History hash collisions

Fri Nov 12 15:59:37 UTC 1999

> To:            inn-workers at isc.org
> Subject:       Re: History hash collisions
> From:          Russ Allbery <rra at stanford.edu>

> Yeah, I wasn looking at this the other day too, and I think this explains
> some of the duplicate article messages that people get.  We should
> consider increasing it as part of the history API rework.
> 

Any history API work should be so major that it is not
rework, but a ground-up rewrite.  In this case, "increasing"
the size of the stored hash doesn't ensure correctness, it
just makes failure less likely.  I don't like solutions like
that.

I apologize in advance that I did not fully follow the history
API discussion on n.s.n.  Here are my thoughts....

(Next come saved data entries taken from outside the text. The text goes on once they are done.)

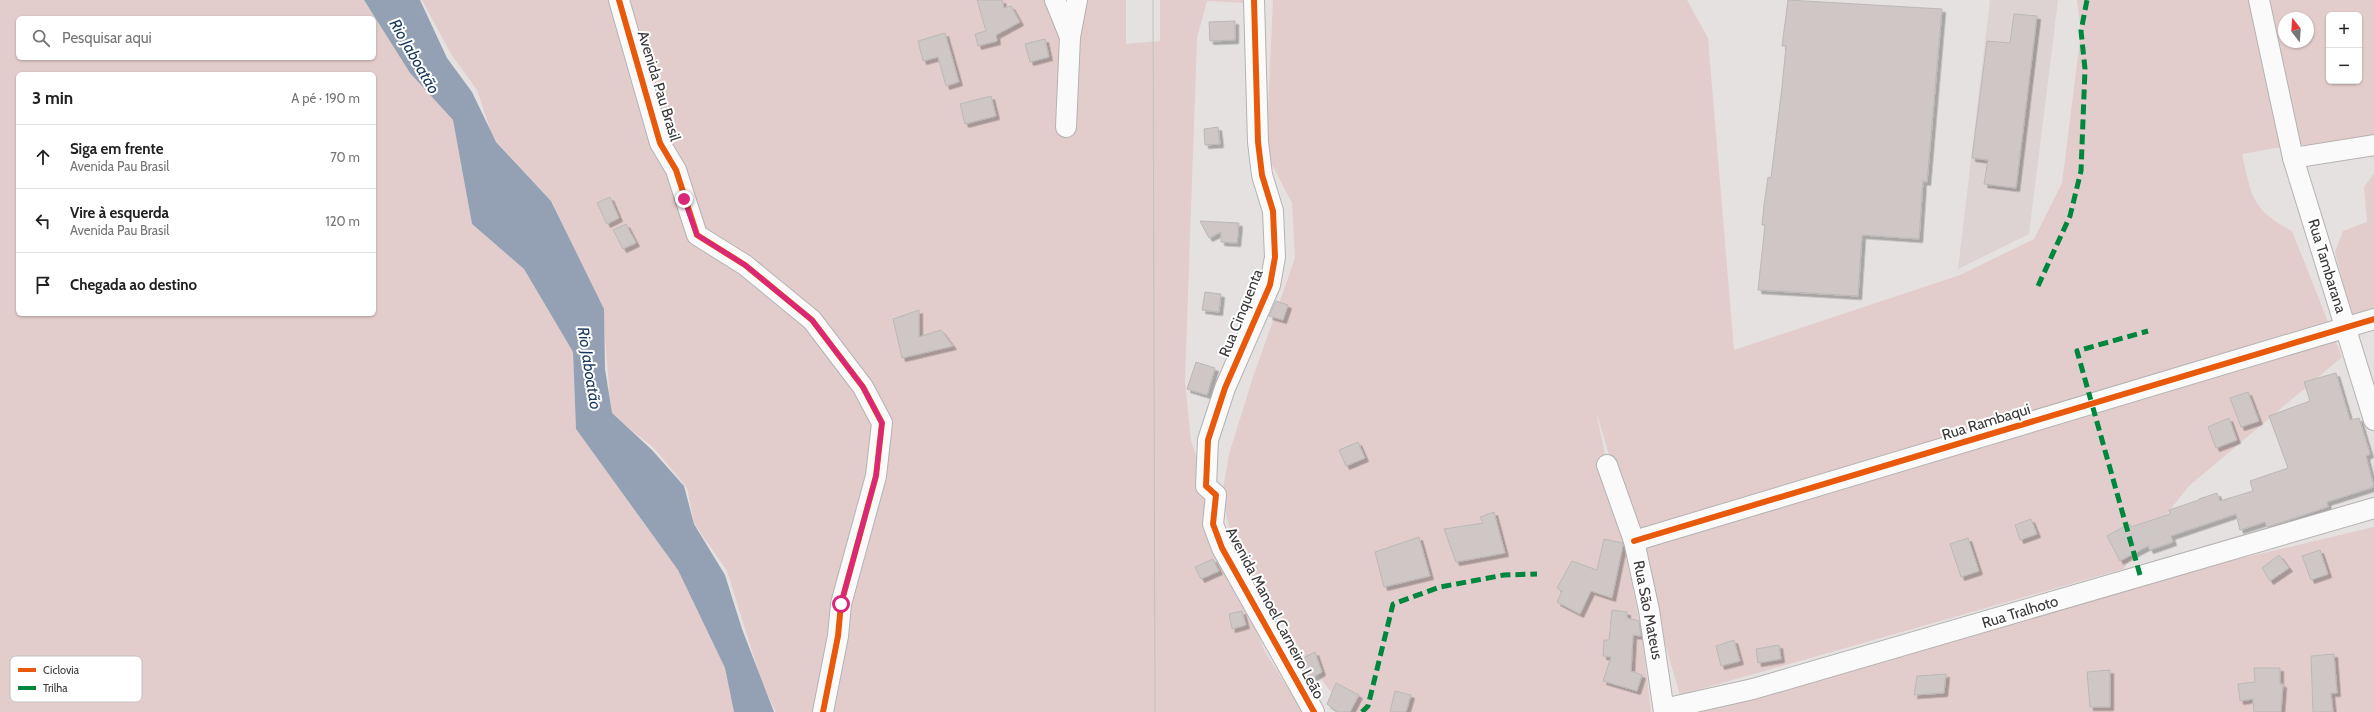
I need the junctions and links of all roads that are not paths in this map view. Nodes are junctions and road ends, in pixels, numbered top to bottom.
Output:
1 (619, 0) edge
2 (1055, 0) edge
3 (1078, 0) edge
4 (1254, 0) edge
5 (2259, 0) edge
6 (1070, 37) junction
7 (1066, 127) dead end
8 (2374, 145) edge
9 (2293, 158) junction
10 (2374, 319) edge
11 (2345, 327) junction
12 (2374, 420) edge
13 (1206, 458) joint
14 (1607, 465) dead end
15 (2374, 508) edge
16 (1634, 541) junction
17 (1664, 711) edge
18 (823, 712) edge
19 (1314, 712) edge

1 - 18 street, Avenida Pau Brasil
2 - 6 street
3 - 6 street
4 - 13 street, Rua Cinquenta
5 - 9 street, Rua Tambarana
6 - 7 street
8 - 9 street
9 - 11 street, Rua Tambarana
10 - 11 street, Rua Rambaqui
11 - 12 street, Rua Tambarana
11 - 16 street, Rua Rambaqui
13 - 19 street, Avenida Manoel Carneiro Leão
14 - 16 street, Rua São Mateus
15 - 17 street, Rua Tralhoto
16 - 17 street, Rua São Mateus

There are three fundamental problems with the INN history
architecture.  They have been self-evident for quite some
time now.

In no particular order...
   1. Deletions are expensive.  You have to rewrite the data file,
      and rebuild the .pag hash table.

   2. The locations stored in the hash table are 4 byte offsets to
      a single file.

   3. Linear probing for empty slots degrades performance quickly,
      even though the probing is run-length limited, with the 
      spillover/expansion hash tables.

You can't solve all of these problems by making adjustments to dbz.

Obviously, there other problems which you would want to tackle at
the same time, like integration of cache, pre-commit cache, memory
mapping, the problem of hash collision I mentioned, and probably
more I can't remember off the top of my head.  Is there a list
you are working on, Russ, Katsuhiro?  I guess I should slog through
that thread on n.s.n....

Forrest